Paul Hoffman paul.hoffman at vpnc.org
Thu Feb 28 20:49:42 CET 2008


At 9:57 AM -0800 2/26/08, The IESG wrote:
>A new IETF working group has been proposed in the Applications Area.  The
>IESG has not made any determination as yet.  The following draft charter
>was submitted, and is provided for informational purposes only.  Please
>send your comments to the IESG mailing list (iesg at ietf.org) by March 4,
>2008.

First off, this WG should definitely be formed. It is difficult to 
judge consensus when making incompatible changes to deployed 
protocols, particularly when it is hard to determine who needs the 
changes. Having a WG with on-list consensus calls on specific topics 
will greatly improve the chance that the work finishes. We need to 
revise IDNA, and a WG at this time is an appropriate way to do it.

>Internationalized Domain Name (idn)

A better choice would be "Revision of Internationalizing Domain Names 
in Applications (idnabis). This new WG is *not* taking on all the 
topics of the original IDN WG (for example, changing the on-the-wire 
encoding is explicitly disallowed). The charter is clear that this is 
a revision to IDNA; the name should as well.

>IDNA is currently tied to an obsolete version of Unicode.

s/obsolete/old/. There is nothing on the Unicode Consortium web site 
that says that version 3.2 is "obsolete".

>The WG will work to ensure practical stability of the validity
>algorithms for IDNs (whether based on character properties or
>inclusion/exclusion lists).

This single sentence is not sufficient guidance to the WG, nor 
comfort to the IETF community, about stability. All of the current 
proposals for change have serious ramifications for transition of 
implementations. For example, excluding DNS labels that are currently 
allowed and are widely used needs to be weighed against the 
advantages of adding restrictions. Listing the changes in the 
standards themselves will help bring consensus in the WG and during 
IETF Last Call. The following sentence should be added to the charter:

All changes from the existing RFCs that will affect interoperability 
with currently-deployed software, and the transition implications of 
those changes, must be clearly described in the new standards,

>The work is currently organized into four deliverables, all
>Standards Track.
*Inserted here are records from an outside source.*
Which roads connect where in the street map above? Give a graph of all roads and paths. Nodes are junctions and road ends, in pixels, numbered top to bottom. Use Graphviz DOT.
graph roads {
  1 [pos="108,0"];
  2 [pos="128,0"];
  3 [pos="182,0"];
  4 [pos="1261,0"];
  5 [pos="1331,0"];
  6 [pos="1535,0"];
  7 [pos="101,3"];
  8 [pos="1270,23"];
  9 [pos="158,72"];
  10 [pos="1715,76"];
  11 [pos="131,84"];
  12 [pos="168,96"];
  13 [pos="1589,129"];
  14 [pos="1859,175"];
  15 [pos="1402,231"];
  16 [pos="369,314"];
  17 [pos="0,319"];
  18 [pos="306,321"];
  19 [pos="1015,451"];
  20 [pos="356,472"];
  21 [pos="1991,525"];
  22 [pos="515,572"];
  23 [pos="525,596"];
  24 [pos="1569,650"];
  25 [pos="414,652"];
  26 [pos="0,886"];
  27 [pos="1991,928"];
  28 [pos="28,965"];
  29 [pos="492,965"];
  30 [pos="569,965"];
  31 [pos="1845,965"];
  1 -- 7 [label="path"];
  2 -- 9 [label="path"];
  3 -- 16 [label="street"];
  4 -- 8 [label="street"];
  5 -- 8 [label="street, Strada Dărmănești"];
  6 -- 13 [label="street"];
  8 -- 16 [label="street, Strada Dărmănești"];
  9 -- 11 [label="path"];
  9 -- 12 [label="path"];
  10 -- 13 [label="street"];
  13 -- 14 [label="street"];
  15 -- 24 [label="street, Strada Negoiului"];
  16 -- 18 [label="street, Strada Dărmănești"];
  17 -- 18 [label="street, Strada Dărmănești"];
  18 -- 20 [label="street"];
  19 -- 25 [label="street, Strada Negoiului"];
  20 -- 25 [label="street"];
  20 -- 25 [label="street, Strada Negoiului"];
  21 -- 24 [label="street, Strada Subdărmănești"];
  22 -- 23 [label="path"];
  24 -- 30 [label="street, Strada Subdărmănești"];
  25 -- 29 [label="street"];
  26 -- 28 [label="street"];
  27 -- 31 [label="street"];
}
The WG will verify that it has consensus
>to adopt the proposed documents as a starting point. The
>Overview document with explanation and rationale is intended
>for Standards Track status because it has definitions and
>other normative text required by the other documents. The
>protocol specification explains how to map non-ASCII
>characters into ASCII DNS labels. It relies normatively on
>two other documents that are separate for readability: the
>bidirectional algorithm specification and the character
>validity tables. The validity of characters in IDNs is
>almost exclusively based on Unicode properties but is
>organized as tables and categories for readability.
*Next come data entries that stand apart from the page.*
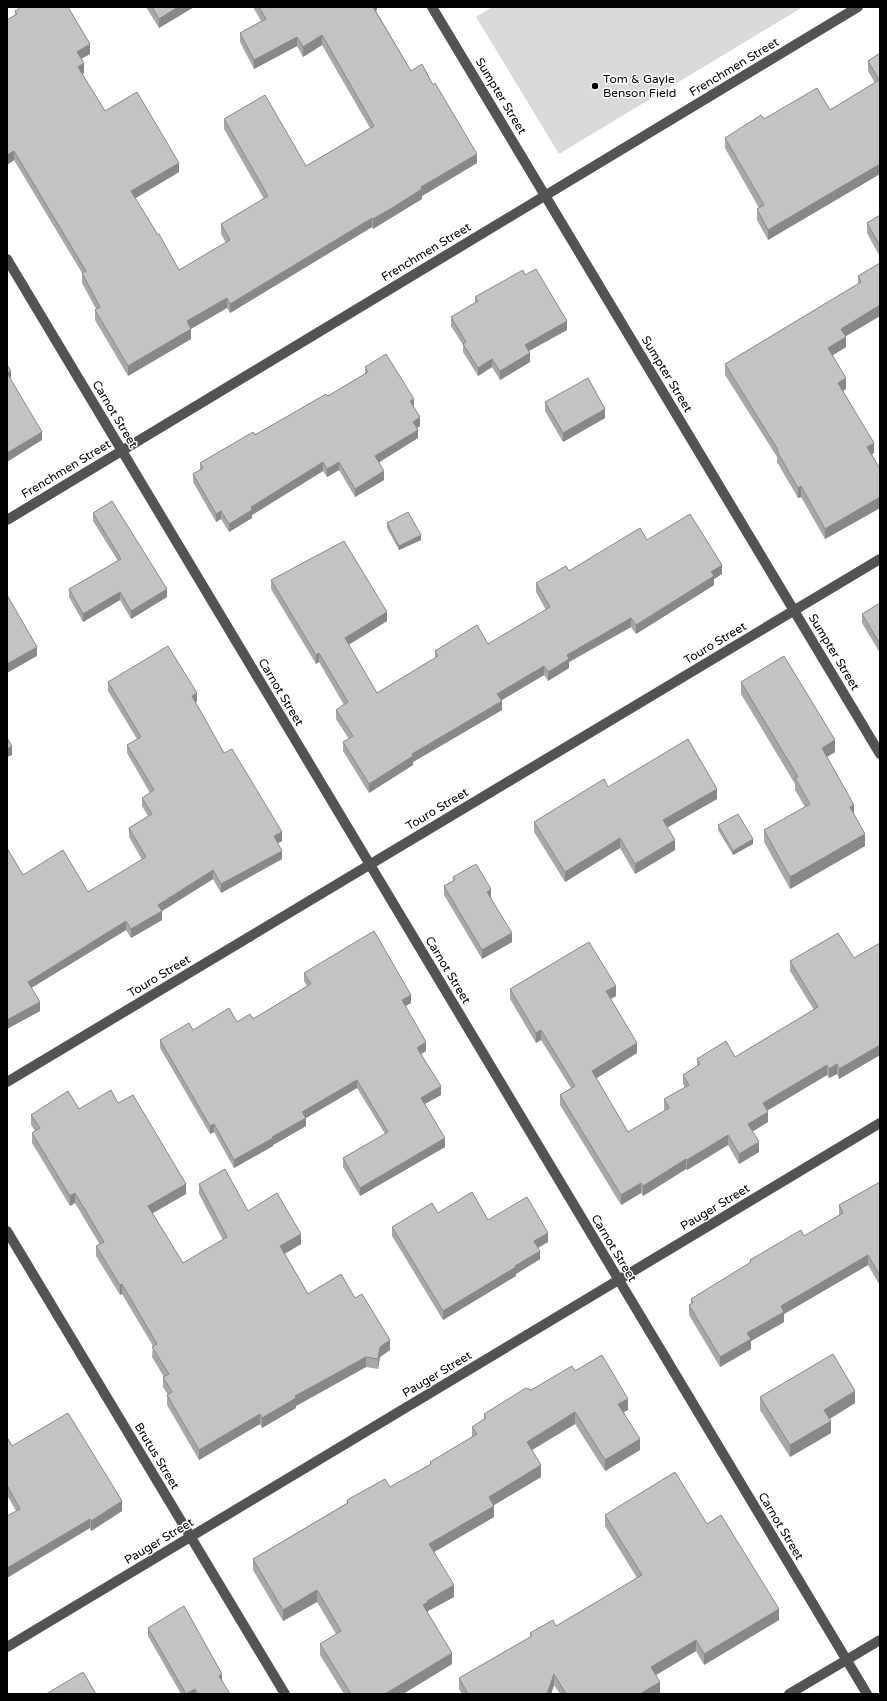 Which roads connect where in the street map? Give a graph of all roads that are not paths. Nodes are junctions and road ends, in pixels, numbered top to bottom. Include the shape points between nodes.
1 (432, 7) edge
2 (858, 7) edge
3 (545, 196) junction
4 (7, 259) edge
5 (121, 451) junction
6 (7, 520) edge
7 (880, 559) edge
8 (794, 610) junction
9 (880, 754) edge
10 (370, 865) junction
11 (7, 1082) edge
12 (880, 1123) edge
13 (7, 1231) edge
14 (619, 1280) junction
15 (190, 1537) junction
16 (880, 1640) edge
17 (7, 1647) edge
18 (846, 1660) junction
19 (284, 1694) edge
20 (789, 1694) edge
21 (867, 1694) edge

1 - 3 street, Sumpter Street
2 - 3 street, Frenchmen Street
3 - 5 street, Frenchmen Street
3 - 8 street, Sumpter Street
4 - 5 street, Carnot Street
5 - 6 street, Frenchmen Street
5 - 10 street, Carnot Street
7 - 8 street, Touro Street
8 - 9 street, Sumpter Street
8 - 10 street, Touro Street
10 - 11 street, Touro Street
10 - 14 street, Carnot Street
12 - 14 street, Pauger Street
13 - 15 street, Brutus Street
14 - 15 street, Pauger Street
14 - 18 street, Carnot Street
15 - 17 street, Pauger Street
15 - 19 street, Brutus Street
16 - 18 street
18 - 20 street
18 - 21 street, Carnot Street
This paragraph sounds like the WG needs to keep the four documents 
separated. The previous IDN WG got a fair amount or criticism for our 
decision to split the protocol into four documents; this WG shouldn't 
be bound to do the same unless it really wants to. A proposed change 
would be to remove the second sentence ("The WG will..."), reword it, 
and move it to a separate paragraph that gives the WG more space to 
decide what it wants. For example:

The WG will start by finding consensus on the type of document or 
documents it wants as its output, most likely using the current work 
described above as a basis.

>Goals and milestones:
>
>Mar 08: WG Last Call for Overview/Rationale document
>Apr 08: Revised Overview/Rationale document
>Apr 08: WG Last Call for Protocol, Bidi and Tables documents
>May 08: Revised Protocol, Bidi and Tables documents
>May 08: Review Overview document again if needed
>Jul 08: Request for publication for all documents

Reading the design team mailing list shows that some of the documents 
have had repeated significant technical changes made to them on a 
regular basis. There is general agreement that we need a lot more 
input from language and character experts from outside the IETF to 
validate the proposed changes. We all know that tight milestones in 
the IETF are not serious, but outsiders will not know that. These 
dates will seem more like railroading than a call for input. Further, 
these milestones essentially force the WG to use the document 
structure of the current documents. And yet further, WGs that have 
their overview documents come out first often regret it later when 
they need to make changes to the protocol in WG Last Call.

A more reasonable list would be:

Mar 08: WG formation
Apr 08: Decision on form and structure of the WG document set
Aug 08: WG Last Call on WG document set
Oct 08: IETF Last Call on WG document set

I hope this helps. Getting the charter right will help as people who 
haven't been watching the design team come into the process.